## RAW DATA
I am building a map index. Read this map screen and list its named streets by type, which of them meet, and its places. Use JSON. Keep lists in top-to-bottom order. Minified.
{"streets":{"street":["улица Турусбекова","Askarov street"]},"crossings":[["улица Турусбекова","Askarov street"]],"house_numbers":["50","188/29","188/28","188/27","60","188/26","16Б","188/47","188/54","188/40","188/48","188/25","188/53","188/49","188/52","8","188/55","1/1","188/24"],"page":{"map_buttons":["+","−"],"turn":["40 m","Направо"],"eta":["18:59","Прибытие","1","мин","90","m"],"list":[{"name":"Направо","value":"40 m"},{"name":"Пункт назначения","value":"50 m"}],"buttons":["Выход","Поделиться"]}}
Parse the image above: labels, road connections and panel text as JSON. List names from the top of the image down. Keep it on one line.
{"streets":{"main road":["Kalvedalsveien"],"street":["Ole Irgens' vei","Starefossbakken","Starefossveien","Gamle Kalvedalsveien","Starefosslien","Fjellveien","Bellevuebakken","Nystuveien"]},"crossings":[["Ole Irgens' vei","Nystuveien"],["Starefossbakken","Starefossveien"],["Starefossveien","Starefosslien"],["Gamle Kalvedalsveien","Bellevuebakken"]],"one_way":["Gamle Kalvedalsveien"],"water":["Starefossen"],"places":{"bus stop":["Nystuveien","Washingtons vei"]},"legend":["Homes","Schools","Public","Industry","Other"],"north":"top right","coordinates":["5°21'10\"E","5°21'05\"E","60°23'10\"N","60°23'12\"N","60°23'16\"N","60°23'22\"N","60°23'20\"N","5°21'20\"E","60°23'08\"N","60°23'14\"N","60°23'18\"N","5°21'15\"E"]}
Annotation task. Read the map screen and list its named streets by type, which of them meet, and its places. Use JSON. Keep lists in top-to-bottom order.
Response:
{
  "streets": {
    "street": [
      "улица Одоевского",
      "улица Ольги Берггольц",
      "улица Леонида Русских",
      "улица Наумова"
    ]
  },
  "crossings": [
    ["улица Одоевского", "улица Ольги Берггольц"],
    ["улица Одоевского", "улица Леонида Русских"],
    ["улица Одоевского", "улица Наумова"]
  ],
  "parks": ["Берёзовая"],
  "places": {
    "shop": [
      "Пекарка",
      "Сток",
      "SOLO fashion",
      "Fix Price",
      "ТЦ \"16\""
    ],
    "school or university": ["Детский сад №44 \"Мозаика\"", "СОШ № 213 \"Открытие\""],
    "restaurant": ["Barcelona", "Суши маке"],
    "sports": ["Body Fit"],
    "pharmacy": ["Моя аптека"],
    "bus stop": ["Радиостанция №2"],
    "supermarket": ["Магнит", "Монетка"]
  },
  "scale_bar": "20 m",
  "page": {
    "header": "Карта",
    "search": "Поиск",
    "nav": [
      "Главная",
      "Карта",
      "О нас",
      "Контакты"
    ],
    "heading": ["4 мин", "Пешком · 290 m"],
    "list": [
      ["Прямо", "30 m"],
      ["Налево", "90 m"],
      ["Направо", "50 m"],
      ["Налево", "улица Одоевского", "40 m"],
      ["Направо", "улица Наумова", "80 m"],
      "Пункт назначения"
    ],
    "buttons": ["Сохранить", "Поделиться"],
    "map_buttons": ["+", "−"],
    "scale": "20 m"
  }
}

## EXERCISE
Each record above should be output again exactly.

## RESPONSE BELOW
I am building a map index. Read this map screen and list its named streets by type, which of them meet, and its places. Use JSON. Keep lists in top-to-bottom order. Minified.
{"streets":{"street":["улица Турусбекова","Askarov street"]},"crossings":[["улица Турусбекова","Askarov street"]],"house_numbers":["50","188/29","188/28","188/27","60","188/26","16Б","188/47","188/54","188/40","188/48","188/25","188/53","188/49","188/52","8","188/55","1/1","188/24"],"page":{"map_buttons":["+","−"],"turn":["40 m","Направо"],"eta":["18:59","Прибытие","1","мин","90","m"],"list":[{"name":"Направо","value":"40 m"},{"name":"Пункт назначения","value":"50 m"}],"buttons":["Выход","Поделиться"]}}
Parse the image above: labels, road connections and panel text as JSON. List names from the top of the image down. Keep it on one line.
{"streets":{"main road":["Kalvedalsveien"],"street":["Ole Irgens' vei","Starefossbakken","Starefossveien","Gamle Kalvedalsveien","Starefosslien","Fjellveien","Bellevuebakken","Nystuveien"]},"crossings":[["Ole Irgens' vei","Nystuveien"],["Starefossbakken","Starefossveien"],["Starefossveien","Starefosslien"],["Gamle Kalvedalsveien","Bellevuebakken"]],"one_way":["Gamle Kalvedalsveien"],"water":["Starefossen"],"places":{"bus stop":["Nystuveien","Washingtons vei"]},"legend":["Homes","Schools","Public","Industry","Other"],"north":"top right","coordinates":["5°21'10\"E","5°21'05\"E","60°23'10\"N","60°23'12\"N","60°23'16\"N","60°23'22\"N","60°23'20\"N","5°21'20\"E","60°23'08\"N","60°23'14\"N","60°23'18\"N","5°21'15\"E"]}
Annotation task. Read the map screen and list its named streets by type, which of them meet, and its places. Use JSON. Keep lists in top-to-bottom order.
Response:
{
  "streets": {
    "street": [
      "улица Одоевского",
      "улица Ольги Берггольц",
      "улица Леонида Русских",
      "улица Наумова"
    ]
  },
  "crossings": [
    ["улица Одоевского", "улица Ольги Берггольц"],
    ["улица Одоевского", "улица Леонида Русских"],
    ["улица Одоевского", "улица Наумова"]
  ],
  "parks": ["Берёзовая"],
  "places": {
    "shop": [
      "Пекарка",
      "Сток",
      "SOLO fashion",
      "Fix Price",
      "ТЦ \"16\""
    ],
    "school or university": ["Детский сад №44 \"Мозаика\"", "СОШ № 213 \"Открытие\""],
    "restaurant": ["Barcelona", "Суши маке"],
    "sports": ["Body Fit"],
    "pharmacy": ["Моя аптека"],
    "bus stop": ["Радиостанция №2"],
    "supermarket": ["Магнит", "Монетка"]
  },
  "scale_bar": "20 m",
  "page": {
    "header": "Карта",
    "search": "Поиск",
    "nav": [
      "Главная",
      "Карта",
      "О нас",
      "Контакты"
    ],
    "heading": ["4 мин", "Пешком · 290 m"],
    "list": [
      ["Прямо", "30 m"],
      ["Налево", "90 m"],
      ["Направо", "50 m"],
      ["Налево", "улица Одоевского", "40 m"],
      ["Направо", "улица Наумова", "80 m"],
      "Пункт назначения"
    ],
    "buttons": ["Сохранить", "Поделиться"],
    "map_buttons": ["+", "−"],
    "scale": "20 m"
  }
}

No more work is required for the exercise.